Selene Zenetti (Magda Sorel). Photos: Wilfried Hösl
La troupe des jeunes chanteurs de l'Opernstudio de l'opéra de Munich a donné hier soir la première du Consul de Gian Carlo Menotti au théâtre Cuvilliés. Comme chaque année, les jeunes talents de cette pépiniére d'excellents artistes qu'est l'Opernstudio a eu l'occasion de faire la démonstration de son savoir-faire en présentant une oeuvre d'opéra complète y compris dans des premiers rôles généralement réservés à des talents aguerris.

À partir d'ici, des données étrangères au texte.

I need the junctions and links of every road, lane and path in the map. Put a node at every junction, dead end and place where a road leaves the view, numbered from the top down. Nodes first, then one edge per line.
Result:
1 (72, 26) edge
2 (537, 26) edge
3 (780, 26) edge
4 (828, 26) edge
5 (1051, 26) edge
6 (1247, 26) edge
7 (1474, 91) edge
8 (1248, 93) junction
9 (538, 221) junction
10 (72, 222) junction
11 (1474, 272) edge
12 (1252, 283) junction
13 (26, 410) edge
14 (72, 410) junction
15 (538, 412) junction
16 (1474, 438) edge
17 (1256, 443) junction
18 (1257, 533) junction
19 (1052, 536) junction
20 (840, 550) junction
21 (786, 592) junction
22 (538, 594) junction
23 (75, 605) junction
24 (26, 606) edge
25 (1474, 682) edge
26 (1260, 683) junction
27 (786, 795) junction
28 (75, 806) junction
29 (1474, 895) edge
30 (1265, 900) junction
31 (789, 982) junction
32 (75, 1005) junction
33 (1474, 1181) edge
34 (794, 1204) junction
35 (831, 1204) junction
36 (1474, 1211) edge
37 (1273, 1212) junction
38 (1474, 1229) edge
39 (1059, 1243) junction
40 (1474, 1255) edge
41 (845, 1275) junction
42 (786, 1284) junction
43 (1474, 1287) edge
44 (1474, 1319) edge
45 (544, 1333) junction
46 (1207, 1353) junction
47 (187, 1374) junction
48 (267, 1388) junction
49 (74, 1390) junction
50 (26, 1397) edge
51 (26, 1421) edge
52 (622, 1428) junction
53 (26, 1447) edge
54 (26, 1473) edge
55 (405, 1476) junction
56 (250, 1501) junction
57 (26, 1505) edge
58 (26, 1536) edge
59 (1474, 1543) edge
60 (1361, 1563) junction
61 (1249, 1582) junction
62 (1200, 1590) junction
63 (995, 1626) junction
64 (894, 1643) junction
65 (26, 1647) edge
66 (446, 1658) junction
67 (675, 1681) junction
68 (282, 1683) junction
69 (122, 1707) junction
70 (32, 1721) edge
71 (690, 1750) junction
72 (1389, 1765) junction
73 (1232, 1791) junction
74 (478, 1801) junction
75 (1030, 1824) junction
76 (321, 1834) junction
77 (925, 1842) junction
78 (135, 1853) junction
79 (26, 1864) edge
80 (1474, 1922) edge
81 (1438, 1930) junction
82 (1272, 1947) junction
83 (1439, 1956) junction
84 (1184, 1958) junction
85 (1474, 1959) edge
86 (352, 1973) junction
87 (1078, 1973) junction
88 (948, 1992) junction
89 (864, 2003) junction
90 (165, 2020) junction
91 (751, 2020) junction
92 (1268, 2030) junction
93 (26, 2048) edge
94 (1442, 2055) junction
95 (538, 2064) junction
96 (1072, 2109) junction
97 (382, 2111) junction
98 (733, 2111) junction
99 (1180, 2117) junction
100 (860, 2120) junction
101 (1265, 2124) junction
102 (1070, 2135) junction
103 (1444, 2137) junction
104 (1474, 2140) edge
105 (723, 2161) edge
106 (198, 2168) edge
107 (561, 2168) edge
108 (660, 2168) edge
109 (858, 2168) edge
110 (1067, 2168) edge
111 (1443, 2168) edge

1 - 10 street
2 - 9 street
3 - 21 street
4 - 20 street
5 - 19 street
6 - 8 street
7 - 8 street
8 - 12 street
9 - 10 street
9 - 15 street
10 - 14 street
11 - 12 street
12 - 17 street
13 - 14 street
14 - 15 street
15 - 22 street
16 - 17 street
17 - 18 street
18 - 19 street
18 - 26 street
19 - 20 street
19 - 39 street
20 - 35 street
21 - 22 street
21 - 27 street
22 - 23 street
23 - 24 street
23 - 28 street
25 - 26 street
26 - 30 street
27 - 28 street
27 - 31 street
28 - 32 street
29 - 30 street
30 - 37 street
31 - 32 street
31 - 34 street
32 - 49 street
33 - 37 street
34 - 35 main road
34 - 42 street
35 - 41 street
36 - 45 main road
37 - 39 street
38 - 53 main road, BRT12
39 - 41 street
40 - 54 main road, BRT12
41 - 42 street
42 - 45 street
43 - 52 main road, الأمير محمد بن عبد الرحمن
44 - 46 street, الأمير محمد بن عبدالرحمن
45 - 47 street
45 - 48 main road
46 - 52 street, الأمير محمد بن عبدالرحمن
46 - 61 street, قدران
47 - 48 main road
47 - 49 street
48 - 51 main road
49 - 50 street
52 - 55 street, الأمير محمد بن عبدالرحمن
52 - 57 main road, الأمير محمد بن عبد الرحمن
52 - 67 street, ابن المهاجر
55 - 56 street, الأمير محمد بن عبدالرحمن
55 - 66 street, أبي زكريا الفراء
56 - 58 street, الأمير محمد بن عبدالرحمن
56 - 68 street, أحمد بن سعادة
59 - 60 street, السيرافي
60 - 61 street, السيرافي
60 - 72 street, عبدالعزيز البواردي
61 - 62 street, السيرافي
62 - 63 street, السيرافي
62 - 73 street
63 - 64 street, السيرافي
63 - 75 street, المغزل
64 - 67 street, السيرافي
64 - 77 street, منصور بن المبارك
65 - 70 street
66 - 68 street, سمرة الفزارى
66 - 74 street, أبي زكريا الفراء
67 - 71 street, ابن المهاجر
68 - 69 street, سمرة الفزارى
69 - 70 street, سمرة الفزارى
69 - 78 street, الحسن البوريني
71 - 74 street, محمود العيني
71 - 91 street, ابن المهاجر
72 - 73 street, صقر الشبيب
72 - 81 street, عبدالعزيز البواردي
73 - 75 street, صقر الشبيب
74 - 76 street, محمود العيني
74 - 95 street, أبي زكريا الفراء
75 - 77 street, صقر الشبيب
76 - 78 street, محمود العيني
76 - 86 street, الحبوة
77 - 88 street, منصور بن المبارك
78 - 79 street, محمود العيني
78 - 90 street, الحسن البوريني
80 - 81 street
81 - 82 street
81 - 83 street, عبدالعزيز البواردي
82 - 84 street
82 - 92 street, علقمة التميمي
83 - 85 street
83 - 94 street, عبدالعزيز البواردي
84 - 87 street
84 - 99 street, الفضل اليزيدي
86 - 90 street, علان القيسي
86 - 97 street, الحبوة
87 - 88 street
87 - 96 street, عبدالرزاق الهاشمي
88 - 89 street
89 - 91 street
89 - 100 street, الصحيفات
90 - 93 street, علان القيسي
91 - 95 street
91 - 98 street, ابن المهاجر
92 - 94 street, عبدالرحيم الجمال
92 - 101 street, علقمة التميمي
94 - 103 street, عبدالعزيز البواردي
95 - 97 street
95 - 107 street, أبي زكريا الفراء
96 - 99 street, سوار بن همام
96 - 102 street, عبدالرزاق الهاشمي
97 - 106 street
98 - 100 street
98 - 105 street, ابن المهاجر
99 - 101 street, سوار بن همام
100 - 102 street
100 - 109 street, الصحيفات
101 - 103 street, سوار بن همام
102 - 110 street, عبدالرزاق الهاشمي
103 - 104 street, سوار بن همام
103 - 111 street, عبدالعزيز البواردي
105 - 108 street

Le choix de cette année s'est porté The Consul de Gian Carlo Menotti, une oeuvre de la moitié du siècle passé dont la thématique est hélas à nouveau au coeur de notre propre actualité puisque elle traite du problème de la demande d'asile et des freins innombrables qu'installent les pays d'accueil potentiels. Menotti avait lui-même composé le livret de son opéra présenté à Philadelphie puis à New York en mars 1950, et qui avait connu sa première munichoise au Theater-am-Gärtnerplatz en 1952.i
Joshua Owen Mills (Der Zauberer), Alyona Abramowa (Vera Boronel),
Selene Zenetti (Magda Sorel), Niamh O'Sullivan (Die Sekretärin),
Paula Iancic (Anna Gomez), Milan Siljanov (Mr. Kofner)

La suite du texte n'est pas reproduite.